The bold policies promised by Japan’s new government look ill-suited to reverse a relative decline that has turned a leading actor on the world economic stage into a bit-part player in less than a generation.
With Japan mired in its fourth recession since 2000, incoming Japanese prime minister Shinzo Abe campaigned on a platform of “unlimited” monetary easing by the Bank of Japan (BOJ) as well as a splurge in public-works spending.
The yen has already started to weaken and could well decline further if the central bank succumbs to political pressure to set a formal inflation target. That would bring relief to Japanese exporters and, at the margin, provide a cyclical lift to growth.
“We’re already in a world with lots of excess liquidity in the system from the big central banks, but if the BOJ were to add to that, then it would be another positive for risky assets.
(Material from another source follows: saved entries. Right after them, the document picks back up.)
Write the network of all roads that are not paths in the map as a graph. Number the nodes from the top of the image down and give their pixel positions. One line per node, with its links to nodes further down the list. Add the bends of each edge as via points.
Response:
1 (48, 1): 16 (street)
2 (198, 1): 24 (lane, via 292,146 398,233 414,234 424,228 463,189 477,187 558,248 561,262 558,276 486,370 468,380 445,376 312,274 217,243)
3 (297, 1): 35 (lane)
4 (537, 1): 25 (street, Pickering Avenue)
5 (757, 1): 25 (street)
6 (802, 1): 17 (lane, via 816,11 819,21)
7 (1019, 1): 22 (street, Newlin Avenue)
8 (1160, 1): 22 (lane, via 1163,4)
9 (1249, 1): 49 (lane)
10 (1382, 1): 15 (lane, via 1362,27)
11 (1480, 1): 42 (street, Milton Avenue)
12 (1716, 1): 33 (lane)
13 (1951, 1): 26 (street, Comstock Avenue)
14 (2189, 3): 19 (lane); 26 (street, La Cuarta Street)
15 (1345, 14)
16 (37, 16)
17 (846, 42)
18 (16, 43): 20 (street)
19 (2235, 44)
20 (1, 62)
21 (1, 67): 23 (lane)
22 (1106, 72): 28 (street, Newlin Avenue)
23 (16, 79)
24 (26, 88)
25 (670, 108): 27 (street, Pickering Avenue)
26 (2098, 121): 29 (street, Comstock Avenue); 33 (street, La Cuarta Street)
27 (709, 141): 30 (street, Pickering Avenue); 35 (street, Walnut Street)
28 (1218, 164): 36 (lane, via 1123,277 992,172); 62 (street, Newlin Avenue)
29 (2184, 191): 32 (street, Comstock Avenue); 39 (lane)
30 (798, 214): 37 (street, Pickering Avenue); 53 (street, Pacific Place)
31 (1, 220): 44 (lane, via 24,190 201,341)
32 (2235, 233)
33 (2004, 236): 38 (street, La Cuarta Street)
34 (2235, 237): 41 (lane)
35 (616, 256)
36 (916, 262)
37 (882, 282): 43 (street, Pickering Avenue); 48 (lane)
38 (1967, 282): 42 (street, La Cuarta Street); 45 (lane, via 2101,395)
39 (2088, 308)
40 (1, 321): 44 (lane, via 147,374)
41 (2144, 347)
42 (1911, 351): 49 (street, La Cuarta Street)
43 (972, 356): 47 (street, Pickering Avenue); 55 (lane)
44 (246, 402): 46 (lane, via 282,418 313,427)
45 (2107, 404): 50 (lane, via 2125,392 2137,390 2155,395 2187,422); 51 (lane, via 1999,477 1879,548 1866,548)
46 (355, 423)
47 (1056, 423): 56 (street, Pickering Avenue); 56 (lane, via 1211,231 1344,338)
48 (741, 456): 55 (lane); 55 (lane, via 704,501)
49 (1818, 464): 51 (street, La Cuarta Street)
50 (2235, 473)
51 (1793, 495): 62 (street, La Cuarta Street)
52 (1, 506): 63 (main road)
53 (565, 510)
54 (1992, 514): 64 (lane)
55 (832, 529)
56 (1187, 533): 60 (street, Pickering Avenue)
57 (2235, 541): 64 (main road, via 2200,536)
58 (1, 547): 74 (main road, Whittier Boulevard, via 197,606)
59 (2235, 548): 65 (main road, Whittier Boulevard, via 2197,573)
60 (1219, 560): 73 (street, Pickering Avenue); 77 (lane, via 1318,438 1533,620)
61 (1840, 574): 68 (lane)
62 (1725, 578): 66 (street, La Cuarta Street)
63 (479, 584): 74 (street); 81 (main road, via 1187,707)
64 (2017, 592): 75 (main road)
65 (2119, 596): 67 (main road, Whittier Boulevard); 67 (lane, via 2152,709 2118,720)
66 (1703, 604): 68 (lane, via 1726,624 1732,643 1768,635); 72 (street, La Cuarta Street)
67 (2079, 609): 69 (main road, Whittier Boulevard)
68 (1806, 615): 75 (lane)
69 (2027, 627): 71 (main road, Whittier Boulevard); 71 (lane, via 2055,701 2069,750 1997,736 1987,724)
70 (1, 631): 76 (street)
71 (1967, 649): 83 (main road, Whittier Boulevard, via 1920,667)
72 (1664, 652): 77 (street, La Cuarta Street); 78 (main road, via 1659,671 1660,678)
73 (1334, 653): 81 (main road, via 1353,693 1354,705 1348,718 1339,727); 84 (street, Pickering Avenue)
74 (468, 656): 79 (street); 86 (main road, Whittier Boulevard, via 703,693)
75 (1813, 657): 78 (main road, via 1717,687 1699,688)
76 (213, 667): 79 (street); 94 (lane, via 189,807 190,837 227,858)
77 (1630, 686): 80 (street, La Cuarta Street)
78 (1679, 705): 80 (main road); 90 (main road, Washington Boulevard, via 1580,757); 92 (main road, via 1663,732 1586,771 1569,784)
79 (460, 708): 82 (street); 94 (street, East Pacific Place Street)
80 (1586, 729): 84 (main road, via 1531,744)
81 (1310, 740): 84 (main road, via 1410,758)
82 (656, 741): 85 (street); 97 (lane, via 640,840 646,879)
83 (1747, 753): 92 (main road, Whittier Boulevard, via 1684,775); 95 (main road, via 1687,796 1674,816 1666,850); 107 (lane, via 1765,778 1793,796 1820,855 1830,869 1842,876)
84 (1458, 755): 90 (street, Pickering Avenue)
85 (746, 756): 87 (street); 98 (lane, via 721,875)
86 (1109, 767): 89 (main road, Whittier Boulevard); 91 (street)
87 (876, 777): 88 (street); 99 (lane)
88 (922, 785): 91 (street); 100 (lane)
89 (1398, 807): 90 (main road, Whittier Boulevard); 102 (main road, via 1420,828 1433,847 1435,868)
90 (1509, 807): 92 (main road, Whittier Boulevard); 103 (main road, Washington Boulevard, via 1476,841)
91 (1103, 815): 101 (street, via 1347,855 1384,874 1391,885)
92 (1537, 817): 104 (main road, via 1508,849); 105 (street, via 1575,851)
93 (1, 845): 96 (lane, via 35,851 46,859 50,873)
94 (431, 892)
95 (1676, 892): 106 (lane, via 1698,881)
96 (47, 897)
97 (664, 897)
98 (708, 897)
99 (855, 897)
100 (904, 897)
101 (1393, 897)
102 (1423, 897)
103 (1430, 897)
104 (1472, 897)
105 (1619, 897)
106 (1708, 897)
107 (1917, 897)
This is an additional tap that is, potentially at least, being turned on,” said Philip Poole, global head of investment strategy at HSBC Global Asset Management in London.
Yet if loose fiscal and monetary policy were a cure-all, Japan’s economy would not be in the sick ward in the first place.
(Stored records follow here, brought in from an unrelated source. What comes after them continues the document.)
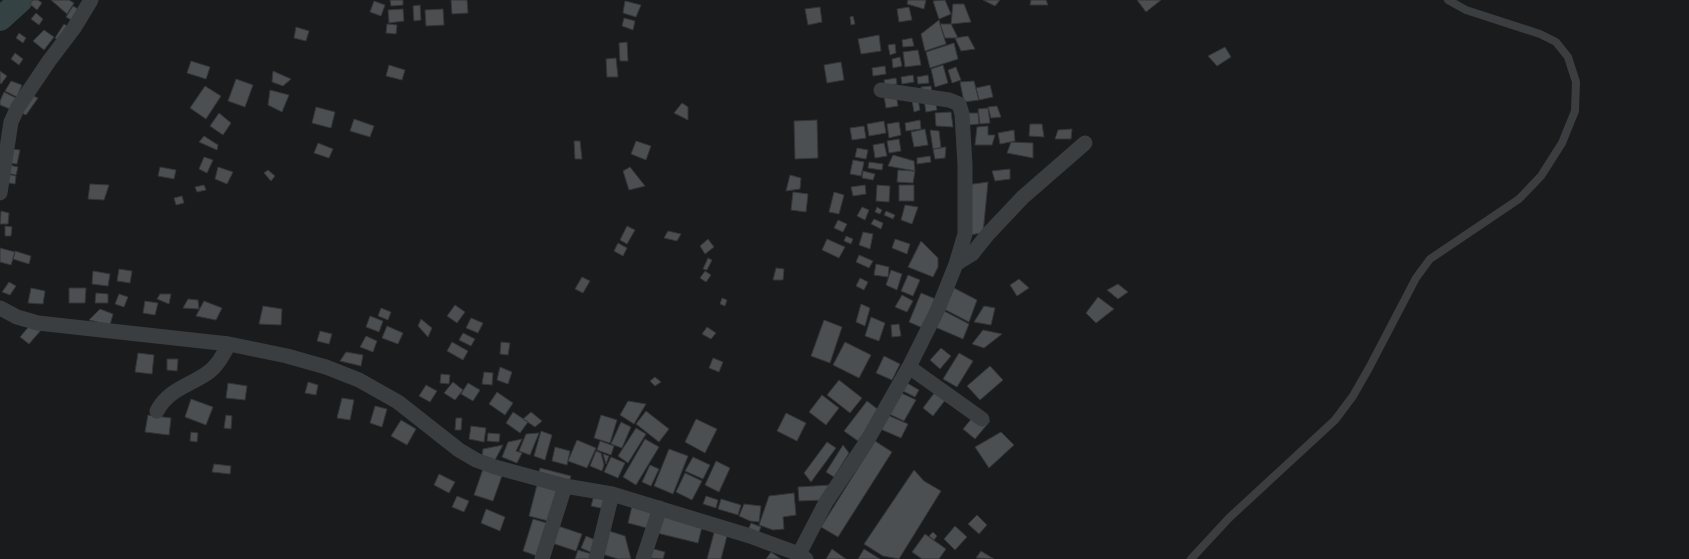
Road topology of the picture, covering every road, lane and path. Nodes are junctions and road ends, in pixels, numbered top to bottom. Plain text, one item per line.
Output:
1 (91, 0) edge
2 (1448, 0) edge
3 (880, 90) dead end
4 (1085, 143) dead end
5 (0, 193) edge
6 (956, 264) junction
7 (0, 308) edge
8 (229, 344) junction
9 (910, 367) junction
10 (158, 411) dead end
11 (982, 419) dead end
12 (564, 486) junction
13 (612, 494) junction
14 (660, 508) junction
15 (803, 557) edge
16 (542, 559) edge
17 (596, 559) edge
18 (644, 559) edge
19 (1191, 559) edge

1 - 5 street
2 - 19 lane
3 - 6 street
4 - 6 street
6 - 9 street
7 - 8 street
8 - 10 street
8 - 12 street
9 - 11 street
9 - 15 street
12 - 13 street
12 - 16 street
13 - 14 street
13 - 17 street
14 - 15 street
14 - 18 street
The government is running a budget deficit of about 10 percent of gross domestic product and its gross debt has risen from less than 68 percent of GDP in 1990 to more than 235 percent now.
And the Bank of Japan pioneered unconventional monetary policies a decade ago once it had reduced interest rates close to zero, introducing asset-purchase programs that have since been copied by other central banks, notably the US Federal Reserve and the Bank of England.
Julian Jessop, chief international economist with Capital Economics, a London consultancy, said investors could be getting their hopes too high. After all, the BOJ has failed to reach its inflation “goal” of 1 percent, never mind the more ambitious “target” of 2 percent eyed by Abe.
Moreover, the Liberal Democratic Party, which Abe heads, was in government for much of the past two decades since Japan’s property and share-price bubble burst, crippling its banks and ushering in permanent low-level deflation.
Tokyo’s policy response matters not only because Japan remains the world’s third-largest economy. Its experience is being closely watched by other countries that are also drowning in government debt, have already driven interest rates down to zero and will soon join Japan in having fast-ageing populations.
Growth in Japan’s working-age population peaked in the late 1980s, just before its asset bubble burst, and turned negative at the turn of the century.
Not surprisingly, Japan’s capital stock has mirrored the trend because businesses cannot justify making new investments to serve a shrinking pool of consumers.
With companies’ return on capital almost zero, monetary policy becomes as effective as pushing on a piece of string, according to Ryutaro Kono, an economist with BNP Paribas in Tokyo.
Indeed, even the existing capital stock is excessive in such an environment: Net private investment has been negative in Japan since the mid-1990s as firms have written off old plants and equipment.
The slump in capital spending has freed up savings to help finance the government’s big budget deficit, but at some point the dearth of investment will push Japan’s trend growth rate, now no higher than 0.5 percent, below zero. That would depress tax revenues and touch off a long-feared fiscal meltdown, perhaps early next decade, Kono wrote in a recent paper.